- Born: Hanifa Abubakar April 5, 2016 Nassarawa, Kano State, Nigeria
- Died: c. December 18, 2021 (aged 5) Nassarawa, Kano State, Nigeria
- Cause of death: Homicide by Abdulmalik Tanko
- Body discovered: January 20, 2022 Kwanar Dakata, Nassarawa, Kano State, Nigeria
- Citizenship: Nigeria
- Known for: Murder victim

= Murder of Hanifa Abubakar =

2021 murder case of a five-year-old Nigerian girl

Hanifa Abubakar (April 5, 2016 – c. December 18, 2021) was a five-year-old Nigerian girl who was kidnapped and murdered by Abdumalik Tanko, the proprietor of her school Noble Kids Academy in Nassarawa, Kano State, Nigeria. The case received national attention due to the young age of the victim and the manner of her death.

== Background ==
She was the only daughter of her parents, Mr. and Mrs. Abubakar.

== Disappearance and murder ==
Hanifa Abubakar was kidnapped by Abdulmalik on December 2, 2021, outside the Islamic School she attended at Kwanar Dakata, Nassarawa, Kano state. He took her to his house at Tudun Murtala, Nassarawa Local Government Area in Kano State. He told his wife that she was the daughter of one of his teachers who was traveling. On December 4, 2021, he contacted her families and demanded a ransom ₦6,000,000.00 ($14,600).

On December 18, 2021, Mr. Abdulmalik realized that Hanifa could recognize him. After he finished drinking tea around 23:00hrs, he put the remaining tea in an empty container of Bobo Yoghurt (a yoghurt-based milk drink for the children) and poured rat poison into the tea. He picked Hanifa from his house where she was sleeping, and told her that he was taking her back to her uncle's house. On their way, he gave Hanifa the poisoned drink, and she drank it. He told her that he had to pick up something from one of their schools at Kwanar Yan Gana Tudun Murtala, Nassarawa. When they entered the school, Hanifa died. Abdulmalik put her corpse in a sack and buried her in a shallow grave with the help of one Hashim Isyaku.

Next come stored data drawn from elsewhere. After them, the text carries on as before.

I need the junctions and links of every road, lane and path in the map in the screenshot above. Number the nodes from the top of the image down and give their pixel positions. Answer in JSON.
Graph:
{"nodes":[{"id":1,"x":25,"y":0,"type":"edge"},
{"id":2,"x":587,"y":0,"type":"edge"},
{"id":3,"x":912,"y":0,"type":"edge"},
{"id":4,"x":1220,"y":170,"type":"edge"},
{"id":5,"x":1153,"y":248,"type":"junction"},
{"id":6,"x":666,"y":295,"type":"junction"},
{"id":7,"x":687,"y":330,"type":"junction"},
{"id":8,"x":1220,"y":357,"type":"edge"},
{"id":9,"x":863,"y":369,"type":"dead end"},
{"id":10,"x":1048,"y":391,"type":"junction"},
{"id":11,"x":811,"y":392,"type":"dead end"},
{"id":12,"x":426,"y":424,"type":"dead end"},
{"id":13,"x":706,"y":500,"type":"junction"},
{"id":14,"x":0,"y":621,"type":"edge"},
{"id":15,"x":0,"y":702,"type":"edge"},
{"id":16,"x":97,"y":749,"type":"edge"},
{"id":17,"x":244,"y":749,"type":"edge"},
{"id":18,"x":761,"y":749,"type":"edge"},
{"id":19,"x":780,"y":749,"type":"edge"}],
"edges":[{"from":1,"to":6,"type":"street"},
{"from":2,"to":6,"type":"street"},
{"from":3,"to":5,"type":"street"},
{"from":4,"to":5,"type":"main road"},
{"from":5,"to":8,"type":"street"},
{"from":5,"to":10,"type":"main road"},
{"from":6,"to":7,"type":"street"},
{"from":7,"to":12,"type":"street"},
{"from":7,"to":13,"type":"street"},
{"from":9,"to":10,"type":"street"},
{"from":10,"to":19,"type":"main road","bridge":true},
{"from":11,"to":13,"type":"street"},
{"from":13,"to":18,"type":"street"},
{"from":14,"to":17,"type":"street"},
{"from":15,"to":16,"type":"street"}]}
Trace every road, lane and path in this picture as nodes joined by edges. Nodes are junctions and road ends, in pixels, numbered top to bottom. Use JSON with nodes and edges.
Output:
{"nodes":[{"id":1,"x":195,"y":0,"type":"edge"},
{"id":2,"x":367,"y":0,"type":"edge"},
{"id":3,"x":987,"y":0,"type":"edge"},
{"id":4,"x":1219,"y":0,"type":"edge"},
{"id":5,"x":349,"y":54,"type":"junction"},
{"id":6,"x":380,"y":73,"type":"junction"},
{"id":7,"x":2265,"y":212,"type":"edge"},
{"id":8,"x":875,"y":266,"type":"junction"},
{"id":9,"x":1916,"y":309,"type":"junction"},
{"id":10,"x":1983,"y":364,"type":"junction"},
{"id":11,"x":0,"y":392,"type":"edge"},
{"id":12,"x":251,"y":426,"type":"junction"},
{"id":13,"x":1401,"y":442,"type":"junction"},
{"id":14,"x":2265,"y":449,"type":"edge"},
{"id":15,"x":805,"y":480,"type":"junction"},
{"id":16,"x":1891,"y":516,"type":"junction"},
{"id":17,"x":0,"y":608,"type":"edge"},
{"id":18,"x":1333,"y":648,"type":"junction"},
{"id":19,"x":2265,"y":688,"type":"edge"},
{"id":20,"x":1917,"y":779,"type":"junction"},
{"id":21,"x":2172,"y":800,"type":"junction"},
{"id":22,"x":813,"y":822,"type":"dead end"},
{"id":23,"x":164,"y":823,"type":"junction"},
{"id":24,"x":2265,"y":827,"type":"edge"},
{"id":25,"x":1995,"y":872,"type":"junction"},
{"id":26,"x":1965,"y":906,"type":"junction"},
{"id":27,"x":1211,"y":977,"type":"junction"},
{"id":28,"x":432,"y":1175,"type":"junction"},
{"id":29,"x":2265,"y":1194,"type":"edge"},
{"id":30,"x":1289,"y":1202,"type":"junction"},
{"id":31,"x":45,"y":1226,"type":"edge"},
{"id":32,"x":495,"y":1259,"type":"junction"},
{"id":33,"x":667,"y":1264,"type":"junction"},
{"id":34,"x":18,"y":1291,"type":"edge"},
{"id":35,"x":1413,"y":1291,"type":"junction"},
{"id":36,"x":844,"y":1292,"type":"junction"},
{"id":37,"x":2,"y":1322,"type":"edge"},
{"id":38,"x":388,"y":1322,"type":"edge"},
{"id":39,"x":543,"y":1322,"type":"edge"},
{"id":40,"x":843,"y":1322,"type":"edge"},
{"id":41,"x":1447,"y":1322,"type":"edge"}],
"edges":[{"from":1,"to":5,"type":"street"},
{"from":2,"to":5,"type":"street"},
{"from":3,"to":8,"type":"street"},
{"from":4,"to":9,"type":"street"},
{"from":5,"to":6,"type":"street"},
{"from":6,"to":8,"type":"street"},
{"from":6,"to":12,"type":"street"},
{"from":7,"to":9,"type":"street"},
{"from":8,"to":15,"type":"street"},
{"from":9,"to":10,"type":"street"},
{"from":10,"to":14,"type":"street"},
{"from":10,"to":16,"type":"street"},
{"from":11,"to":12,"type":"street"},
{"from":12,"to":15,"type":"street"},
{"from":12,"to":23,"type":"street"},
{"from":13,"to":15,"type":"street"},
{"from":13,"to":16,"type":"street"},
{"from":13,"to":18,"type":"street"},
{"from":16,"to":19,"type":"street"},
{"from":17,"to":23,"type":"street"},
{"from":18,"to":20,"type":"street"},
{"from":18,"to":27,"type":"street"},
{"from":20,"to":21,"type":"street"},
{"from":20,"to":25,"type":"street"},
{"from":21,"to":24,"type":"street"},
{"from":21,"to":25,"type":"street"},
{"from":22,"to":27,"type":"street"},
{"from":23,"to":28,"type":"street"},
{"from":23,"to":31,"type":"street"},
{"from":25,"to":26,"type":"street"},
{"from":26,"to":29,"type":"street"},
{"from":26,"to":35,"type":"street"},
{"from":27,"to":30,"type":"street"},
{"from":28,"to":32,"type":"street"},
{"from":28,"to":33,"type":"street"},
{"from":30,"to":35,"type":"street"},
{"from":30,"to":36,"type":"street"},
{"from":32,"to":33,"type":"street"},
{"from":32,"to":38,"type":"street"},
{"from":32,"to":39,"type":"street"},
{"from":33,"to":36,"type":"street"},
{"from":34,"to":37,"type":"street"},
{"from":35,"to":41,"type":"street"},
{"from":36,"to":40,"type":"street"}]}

== Investigation and discovery ==
Sustained efforts and prolonged follow up by Nigerian Police Force and Department of State Security (DSS) led to arrest of Abdulamalik Tanko, the proprietor of her school Noble Kids Academy in Nassarawa, Kano State. Mr Tanko confessed that he kidnapped Hanifa and killed her after he noticed that she recognized him. He conspired with Hashim Isyaku to bury her in the school premises. Upon the arrest, Abdulmalik and Hashim led the combined team of Department of State Service operatives, police operatives and police command medical team to the grave. The body was exhumed and taken to Mohammed Abdullahi Wase Specialists Hospital, Kano, where it was examined and later released to the relatives for burial.

== Reactions ==
The death of Hanifa attracted media interest around the world with #JusticeForHanifa trending on social media to express their shock and sadness. The Kano State governor Abdullahi Umar Ganduje revoked the operational licenses of all private schools in the state in order to sanitize the operation of private schools to avoid the reoccurrence of similar cases. Despite the government action to shutdown the school indefinitely, 24 January 2022, some unknown angry youths stormed the school premises in the middle of the night and set the school on fire.

== Trial ==
On 24 January 2022, Abdulmalik and the remaining suspects Isyaku Hashim and Fatima Jibril were arranged to magistrate court in Kano. They were both accused of criminal conspiracy, kidnapping, concealing/keeping in confinement a kidnapped person and culpable homicide.

On 28 July 2022, a Kano State High Court sentenced Abdulmalik and Hashim to death, while Jibril was sentenced to two years imprisonment.